Most people snore every now and then. But for some, snoring may turn into a chronic problem indicating an underlying health condition, such as sleep apnea.

Symptoms Indicating Obstructive Sleep Apnea

If snoring is accompanied by any of the following symptoms, then the individual may have a sleep disorder called obstructive sleep apnea (OSA):

  • Excessive daytime sleepiness
  • Difficulty focusing during the day
  • Morning headaches
  • Restless sleep
  • Gasping, choking or snorting at night
  • Chest pain at night
  • High blood pressure
  • Loud snoring that disrupts partner’s sleep
  • Breathing pauses during sleep that are noticed by someone else
  • Poor attention span, behavioral problems or poor performance in school

Individuals with OSA snore loudly and then stop or nearly stop breathing for a period of time. This pause in breathing may cause the individual to wake up with a loud snort or gasping sound. This pattern of breathing may occur many times during the night and even all night.

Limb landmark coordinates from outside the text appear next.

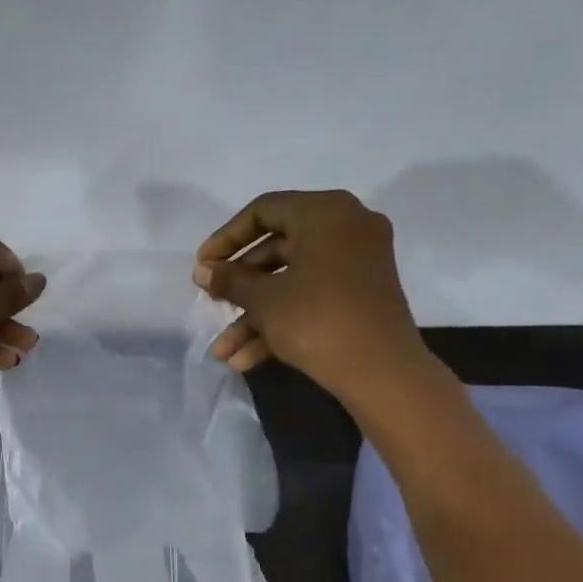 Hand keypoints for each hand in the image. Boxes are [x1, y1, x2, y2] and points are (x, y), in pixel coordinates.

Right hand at [194, 189, 435, 408]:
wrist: (380, 370)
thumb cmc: (316, 319)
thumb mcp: (264, 300)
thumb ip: (229, 280)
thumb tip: (202, 271)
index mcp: (324, 213)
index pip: (263, 211)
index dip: (226, 239)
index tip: (202, 266)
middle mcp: (345, 228)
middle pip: (276, 248)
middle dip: (239, 284)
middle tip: (211, 302)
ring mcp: (355, 264)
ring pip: (291, 281)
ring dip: (253, 316)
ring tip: (222, 351)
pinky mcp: (359, 296)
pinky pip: (311, 297)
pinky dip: (280, 322)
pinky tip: (245, 360)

OSA causes disturbances in sleep, leading to a light and nonrestorative sleep. Individuals experiencing any of these symptoms should speak to their doctor to find out if the snoring may be associated with obstructive sleep apnea.

Children who snore loudly may also have OSA. Their symptoms may be caused by enlarged tonsils or obesity, leading to a narrow airway.

Contact Us Today

What Causes Snoring?

Snoring may be caused by excess weight, alcohol consumption, allergies, a cold, or anatomy of the mouth and sinuses.

As the body moves into a deep sleep, the muscles in the soft palate, tongue, and throat relax to the point of partially blocking the airway and vibrating. As the airway becomes more narrow, the airflow becomes more forceful, increasing vibrations and causing loud snoring.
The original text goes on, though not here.